NIRSPEC Reliability Improvement 
Progress report:  11  February  2005

Overview:

This update is to discuss the 3-month statistics gathering period from November 2004 - January 2005. During this time, no changes were made to the keyword server or any rotator software.

Fault Statistics:

In general, NIRSPEC has performed well with time lost to faults decreasing every month. The actual numbers are different between METRICS and the Nightlogs, but they are qualitatively the same. The Nightlog fault numbers are lower than those from METRICS.

Instrument Comparison

HIRES

NIRSPEC

The December 2004 fault percentage is actually 2.8% when duplicate tickets are removed.


Current Problems

There are apparently four differing problems none of which are completely understood.

Cannot abort SPEC exposures

Sending an abort of an exposure usually (not always) results in the system eventually becoming disfunctional. This problem also plagues NIRC2. We believe the problem lies in the coding of the Transputers themselves.

Disfunctional rotator server

On rare occassions the rotator server becomes disfunctional. This does not appear to be DCS disconnect related as that situation has been forced to occur and, on other occassions it has spontaneously occured yet the system recovers as expected. When the server does become unresponsive there is insufficient feedback to glean anything useful. Additional logging was added on the most recent software modifications but the output from that logging has never occurred.

Unresponsive keyword server--transputers OK

The keyword server becomes unresponsive. When this problem occurs the thermal data continues to be transimitted from the transputers. So the problem appears to be in the keyword server itself. It may be that this problem has existed for a long time and was masked by the other problems so we never previously addressed it or perhaps recent modifications have created this problem. We have a procedure in place to force 'core dumps' when this problem occurs. So far that has only been successful once, during the day. The indications are that the server is simply blocked waiting for data as though a command to the transputers was lost so no response is ever sent back.

Unresponsive keyword server--transputers not OK

The keyword server becomes unresponsive and the transputer do not transmit thermal data. This problem most likely resides in the Transputers. We do not think it is in the communication chain as power cycling the various communication components does not bring the system back to life.

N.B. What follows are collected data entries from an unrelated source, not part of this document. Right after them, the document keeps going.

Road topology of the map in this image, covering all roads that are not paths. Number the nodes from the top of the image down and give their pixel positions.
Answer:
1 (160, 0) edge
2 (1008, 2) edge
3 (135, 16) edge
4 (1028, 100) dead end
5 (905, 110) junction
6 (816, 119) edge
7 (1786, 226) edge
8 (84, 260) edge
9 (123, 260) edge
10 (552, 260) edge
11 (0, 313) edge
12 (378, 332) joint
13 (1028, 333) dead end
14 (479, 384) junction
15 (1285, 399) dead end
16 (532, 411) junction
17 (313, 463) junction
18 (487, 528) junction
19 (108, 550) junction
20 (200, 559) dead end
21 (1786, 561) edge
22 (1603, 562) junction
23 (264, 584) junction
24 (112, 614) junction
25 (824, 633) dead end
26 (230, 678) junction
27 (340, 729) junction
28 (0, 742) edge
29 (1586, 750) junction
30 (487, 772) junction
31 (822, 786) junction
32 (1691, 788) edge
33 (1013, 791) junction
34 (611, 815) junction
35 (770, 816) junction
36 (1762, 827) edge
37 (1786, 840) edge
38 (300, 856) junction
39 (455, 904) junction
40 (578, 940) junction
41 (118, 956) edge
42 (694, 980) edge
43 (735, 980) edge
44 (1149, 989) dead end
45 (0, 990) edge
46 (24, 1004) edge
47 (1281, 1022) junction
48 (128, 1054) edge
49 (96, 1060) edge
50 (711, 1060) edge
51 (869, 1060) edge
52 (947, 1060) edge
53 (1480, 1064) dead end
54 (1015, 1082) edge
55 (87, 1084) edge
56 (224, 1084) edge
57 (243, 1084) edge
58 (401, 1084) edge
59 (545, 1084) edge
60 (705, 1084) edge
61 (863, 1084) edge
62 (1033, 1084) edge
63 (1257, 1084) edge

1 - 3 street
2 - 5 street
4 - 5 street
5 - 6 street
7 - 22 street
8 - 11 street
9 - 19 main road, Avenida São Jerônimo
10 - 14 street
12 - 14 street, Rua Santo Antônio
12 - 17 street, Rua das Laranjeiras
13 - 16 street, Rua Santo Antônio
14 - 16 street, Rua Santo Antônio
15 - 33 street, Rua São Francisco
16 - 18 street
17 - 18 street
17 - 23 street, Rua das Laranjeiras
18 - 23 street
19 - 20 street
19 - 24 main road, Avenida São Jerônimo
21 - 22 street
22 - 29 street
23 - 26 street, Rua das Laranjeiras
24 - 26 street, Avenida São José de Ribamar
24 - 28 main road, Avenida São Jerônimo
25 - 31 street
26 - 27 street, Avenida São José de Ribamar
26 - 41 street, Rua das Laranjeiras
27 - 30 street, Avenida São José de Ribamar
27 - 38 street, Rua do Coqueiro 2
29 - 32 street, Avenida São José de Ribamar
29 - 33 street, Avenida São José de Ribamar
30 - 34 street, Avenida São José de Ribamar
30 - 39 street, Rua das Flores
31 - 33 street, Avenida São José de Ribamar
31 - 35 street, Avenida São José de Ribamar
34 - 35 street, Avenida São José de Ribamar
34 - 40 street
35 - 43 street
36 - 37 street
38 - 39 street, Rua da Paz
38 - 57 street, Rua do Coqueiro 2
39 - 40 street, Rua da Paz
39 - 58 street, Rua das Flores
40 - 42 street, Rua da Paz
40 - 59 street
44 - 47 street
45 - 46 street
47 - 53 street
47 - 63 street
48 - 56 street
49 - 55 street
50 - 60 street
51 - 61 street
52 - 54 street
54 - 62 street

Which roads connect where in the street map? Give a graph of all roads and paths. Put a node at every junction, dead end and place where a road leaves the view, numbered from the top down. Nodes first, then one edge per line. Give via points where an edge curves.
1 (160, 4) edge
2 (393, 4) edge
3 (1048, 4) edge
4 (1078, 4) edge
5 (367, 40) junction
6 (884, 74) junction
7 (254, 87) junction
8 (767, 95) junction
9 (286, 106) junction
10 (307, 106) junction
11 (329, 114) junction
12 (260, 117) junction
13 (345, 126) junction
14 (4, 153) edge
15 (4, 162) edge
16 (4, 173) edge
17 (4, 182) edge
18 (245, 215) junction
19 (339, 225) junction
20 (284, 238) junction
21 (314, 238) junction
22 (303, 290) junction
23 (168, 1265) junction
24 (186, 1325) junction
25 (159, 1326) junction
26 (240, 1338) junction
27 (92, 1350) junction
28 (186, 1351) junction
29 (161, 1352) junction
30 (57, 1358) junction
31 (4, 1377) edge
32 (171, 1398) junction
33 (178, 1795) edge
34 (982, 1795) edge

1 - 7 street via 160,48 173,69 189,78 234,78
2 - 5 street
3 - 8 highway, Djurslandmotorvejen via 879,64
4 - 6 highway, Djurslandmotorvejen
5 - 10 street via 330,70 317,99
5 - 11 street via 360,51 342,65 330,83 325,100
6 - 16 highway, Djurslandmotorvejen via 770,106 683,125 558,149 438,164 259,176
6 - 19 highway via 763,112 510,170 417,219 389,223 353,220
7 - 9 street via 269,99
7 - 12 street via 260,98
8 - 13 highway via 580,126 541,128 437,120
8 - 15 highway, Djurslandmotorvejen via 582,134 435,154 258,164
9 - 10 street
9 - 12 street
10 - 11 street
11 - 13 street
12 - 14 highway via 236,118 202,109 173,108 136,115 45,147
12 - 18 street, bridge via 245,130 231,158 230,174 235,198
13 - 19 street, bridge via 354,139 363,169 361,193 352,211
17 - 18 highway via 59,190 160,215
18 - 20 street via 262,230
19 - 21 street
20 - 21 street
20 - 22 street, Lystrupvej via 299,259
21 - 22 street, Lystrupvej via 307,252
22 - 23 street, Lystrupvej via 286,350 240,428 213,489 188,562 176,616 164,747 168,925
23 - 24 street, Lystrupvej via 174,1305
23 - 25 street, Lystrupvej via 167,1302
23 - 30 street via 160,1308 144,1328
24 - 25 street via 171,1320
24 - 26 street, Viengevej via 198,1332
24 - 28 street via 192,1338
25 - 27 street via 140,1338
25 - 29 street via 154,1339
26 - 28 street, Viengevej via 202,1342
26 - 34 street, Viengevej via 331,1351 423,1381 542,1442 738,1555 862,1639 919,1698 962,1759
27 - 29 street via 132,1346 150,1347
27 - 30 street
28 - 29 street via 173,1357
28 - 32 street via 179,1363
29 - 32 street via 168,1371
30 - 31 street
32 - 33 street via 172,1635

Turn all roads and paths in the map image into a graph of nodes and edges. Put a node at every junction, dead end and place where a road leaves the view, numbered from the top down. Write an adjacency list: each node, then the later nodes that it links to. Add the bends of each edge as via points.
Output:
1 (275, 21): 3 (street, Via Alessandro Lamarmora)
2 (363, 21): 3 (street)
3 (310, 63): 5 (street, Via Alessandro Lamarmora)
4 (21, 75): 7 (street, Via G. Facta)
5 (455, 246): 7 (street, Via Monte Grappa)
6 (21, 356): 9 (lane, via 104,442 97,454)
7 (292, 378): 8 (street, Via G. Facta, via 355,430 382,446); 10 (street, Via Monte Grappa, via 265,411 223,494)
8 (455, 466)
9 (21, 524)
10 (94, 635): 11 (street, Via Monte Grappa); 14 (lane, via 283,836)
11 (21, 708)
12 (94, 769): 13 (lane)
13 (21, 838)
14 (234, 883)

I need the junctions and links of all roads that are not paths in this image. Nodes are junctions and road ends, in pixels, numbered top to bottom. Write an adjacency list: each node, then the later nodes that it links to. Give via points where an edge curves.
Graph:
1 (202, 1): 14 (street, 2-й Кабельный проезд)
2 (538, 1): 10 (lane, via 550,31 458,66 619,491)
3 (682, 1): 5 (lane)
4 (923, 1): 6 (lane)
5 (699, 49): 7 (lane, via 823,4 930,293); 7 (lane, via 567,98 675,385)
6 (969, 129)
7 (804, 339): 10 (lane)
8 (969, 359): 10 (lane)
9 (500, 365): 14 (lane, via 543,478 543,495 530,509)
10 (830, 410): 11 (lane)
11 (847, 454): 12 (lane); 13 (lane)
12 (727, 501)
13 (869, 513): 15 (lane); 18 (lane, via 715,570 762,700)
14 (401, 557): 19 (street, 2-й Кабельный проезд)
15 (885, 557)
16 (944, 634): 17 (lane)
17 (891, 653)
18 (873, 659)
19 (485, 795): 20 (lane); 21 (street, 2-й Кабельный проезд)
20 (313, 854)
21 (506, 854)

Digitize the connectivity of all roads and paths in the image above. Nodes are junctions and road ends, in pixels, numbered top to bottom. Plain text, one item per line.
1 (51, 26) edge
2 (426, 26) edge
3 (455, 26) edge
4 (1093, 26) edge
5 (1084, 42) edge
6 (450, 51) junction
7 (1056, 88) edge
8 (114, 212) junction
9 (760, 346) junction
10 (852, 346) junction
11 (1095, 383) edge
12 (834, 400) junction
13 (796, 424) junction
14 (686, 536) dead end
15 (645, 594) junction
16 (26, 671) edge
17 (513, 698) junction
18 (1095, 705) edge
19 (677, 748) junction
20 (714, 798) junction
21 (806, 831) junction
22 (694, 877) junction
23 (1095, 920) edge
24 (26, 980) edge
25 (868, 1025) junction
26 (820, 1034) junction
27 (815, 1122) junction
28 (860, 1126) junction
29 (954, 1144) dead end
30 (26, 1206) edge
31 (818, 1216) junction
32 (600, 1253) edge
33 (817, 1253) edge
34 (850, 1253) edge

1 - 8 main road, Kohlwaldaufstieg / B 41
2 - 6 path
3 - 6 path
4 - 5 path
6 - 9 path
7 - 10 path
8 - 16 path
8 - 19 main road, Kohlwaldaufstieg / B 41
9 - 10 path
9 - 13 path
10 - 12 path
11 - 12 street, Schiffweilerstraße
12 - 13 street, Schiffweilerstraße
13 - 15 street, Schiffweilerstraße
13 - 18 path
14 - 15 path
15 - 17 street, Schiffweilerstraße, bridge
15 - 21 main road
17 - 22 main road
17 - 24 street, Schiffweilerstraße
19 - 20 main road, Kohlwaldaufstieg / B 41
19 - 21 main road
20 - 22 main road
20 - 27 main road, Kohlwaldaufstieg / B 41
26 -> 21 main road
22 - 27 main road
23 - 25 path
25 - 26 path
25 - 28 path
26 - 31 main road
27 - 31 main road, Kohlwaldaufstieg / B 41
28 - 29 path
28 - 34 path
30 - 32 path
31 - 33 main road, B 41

Note that the "Unresponsive keyword server" problems combined to occur about once out of every 3 nights of observing. These "crashes" cost about 20 minutes of observing time for recovery and target re-acquisition.


Next Steps

There are essentially 3 different paths we can choose:

  1. Do Nothing

    We assume the current fault trend will continue and NIRSPEC will not develop any other problems.

    Pros:
    little to no additional effort
    Cons:
    this is as good as it gets


  2. Continue as before...tracking down problems in the server

    We look for the cause of the "unresponsive keyword server", but do not improve instrument infrastructure.

    Pros:
    We may drop the time lost to faults even further.
    Cons:
    We have not found the cause in the previous 3 months so we may not find it.
    Little bang for the buck.


  3. Begin a new project with a different focus

    We have greatly decreased the crash recovery time but we still see crashes. Perhaps there are other areas for improvement.

    The new project will have 2 areas of focus:

    1. Efficiency

      • Adjustable flat lamp intensity
      • faster execution of scripts from EFS

    2. Long-term NIRSPEC improvements

      • Make NIRSPEC more like NIRC2
        • Remove temperature and motor control from server
        • Upgrade the host
      • Prepare for life after transputers

    Pros:
    NIRSPEC becomes more reliable
    Can use OSIRIS s/w infrastructure
    Transputers were obsolete when NIRSPEC installed
    Cons:
    Costly in FTEs